#### [WORK TASK]
Without the pictures, set down the records below word for word.

─── RECORDS FOR THIS TASK ───

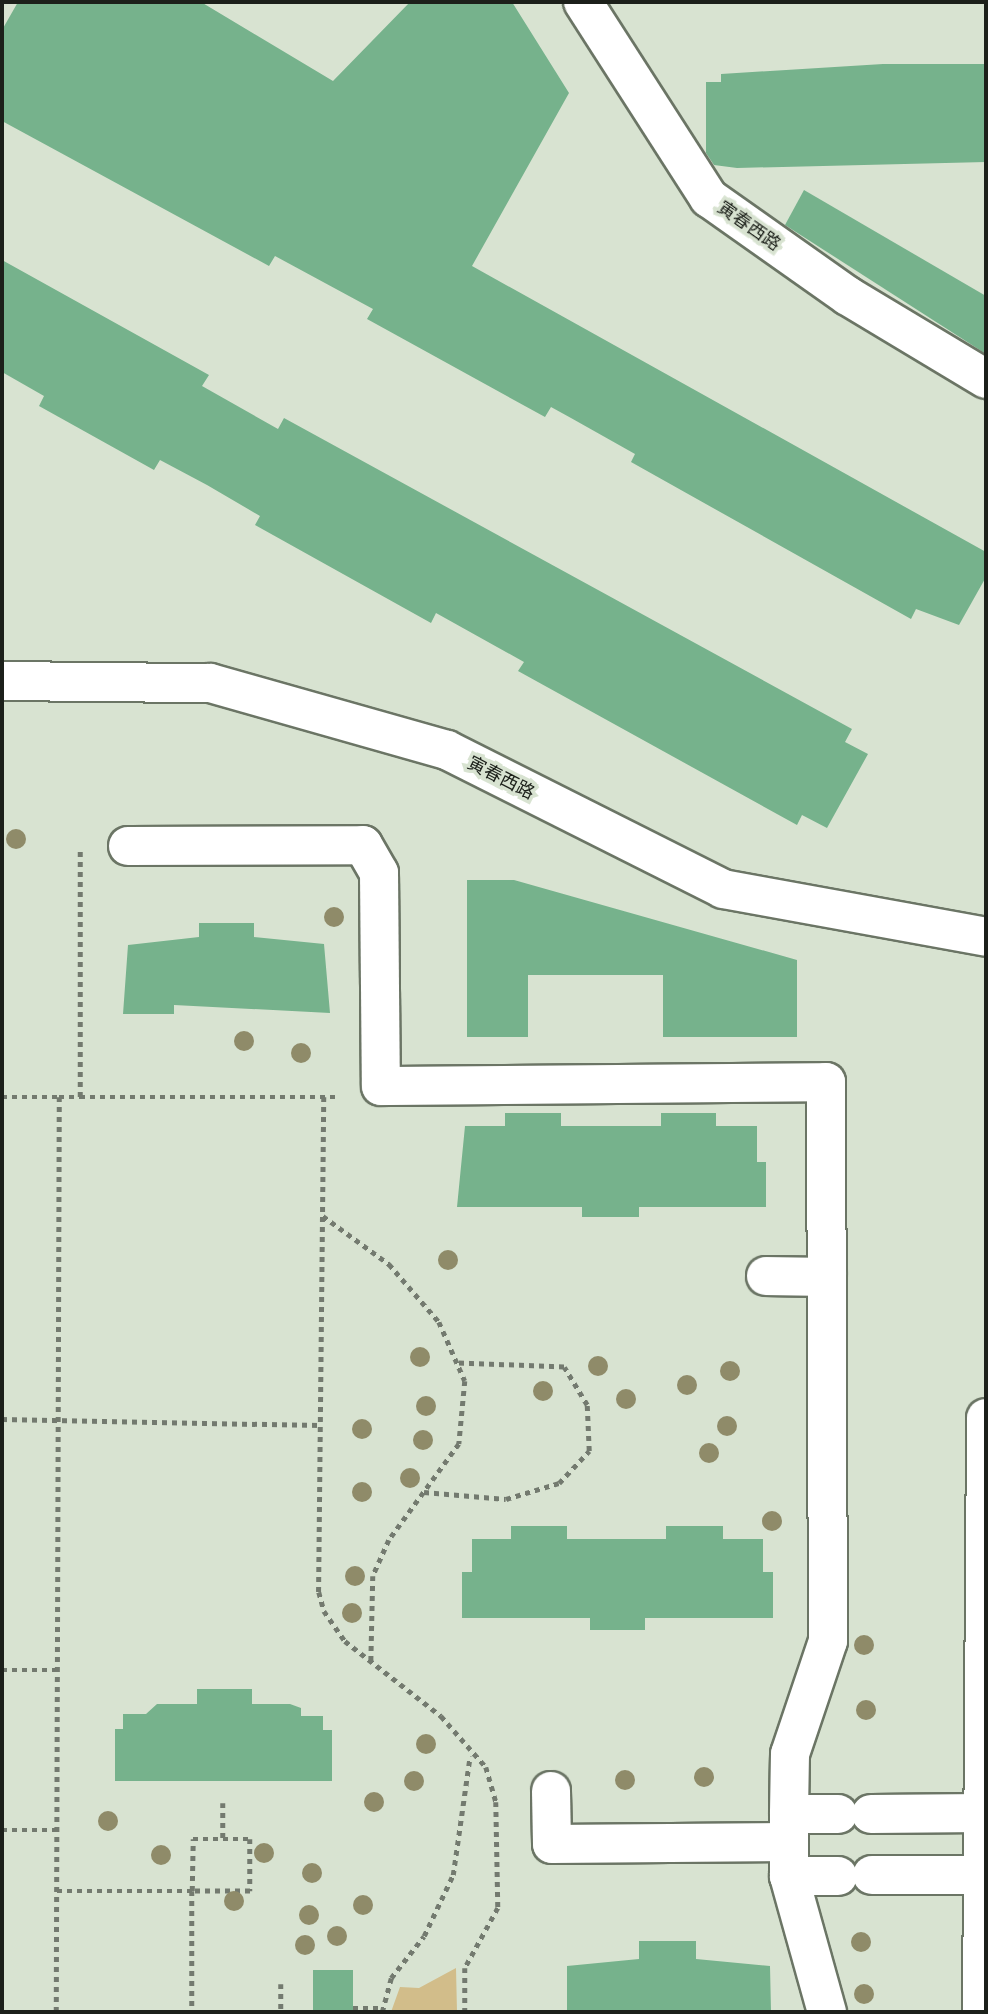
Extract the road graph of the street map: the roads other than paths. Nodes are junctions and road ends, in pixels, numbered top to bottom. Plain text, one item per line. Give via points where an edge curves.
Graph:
1 (583, 2) edge
2 (986, 379) edge
3 (2, 681) edge
4 (128, 846) dead end
5 (986, 937) edge
6 (766, 1276) dead end
7 (827, 1277) junction
8 (986, 1419) edge
9 (551, 1791) dead end
10 (983, 1813) junction
11 (789, 1844) junction
12 (983, 1875) junction
13 (827, 2012) edge
14 (982, 2012) edge

1 - 2 street, 寅春西路 via 709,198 848,296
3 - 5 street, 寅春西路 via 210,683 447,750 723,889
4 - 7 street via 363,845 379,873 381,1086 826,1082
6 - 7 street
7 - 11 street via 828,1641 790,1754
8 - 10 street
9 - 11 street via 552,1844
10 - 11 street via 855,1814
10 - 12 street
11 - 12 street via 855,1876
11 - 13 street
12 - 14 street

───

#### [RESULT BELOW]
Extract the road graph of the street map: the roads other than paths. Nodes are junctions and road ends, in pixels, numbered top to bottom. Plain text, one item per line. Give via points where an edge curves.
Graph:
1 (583, 2) edge
2 (986, 379) edge
3 (2, 681) edge
4 (128, 846) dead end
5 (986, 937) edge
6 (766, 1276) dead end
7 (827, 1277) junction
8 (986, 1419) edge
9 (551, 1791) dead end
10 (983, 1813) junction
11 (789, 1844) junction
12 (983, 1875) junction
13 (827, 2012) edge
14 (982, 2012) edge

1 - 2 street, 寅春西路 via 709,198 848,296
3 - 5 street, 寅春西路 via 210,683 447,750 723,889
4 - 7 street via 363,845 379,873 381,1086 826,1082
6 - 7 street
7 - 11 street via 828,1641 790,1754
8 - 10 street
9 - 11 street via 552,1844
10 - 11 street via 855,1814
10 - 12 street
11 - 12 street via 855,1876
11 - 13 street
12 - 14 street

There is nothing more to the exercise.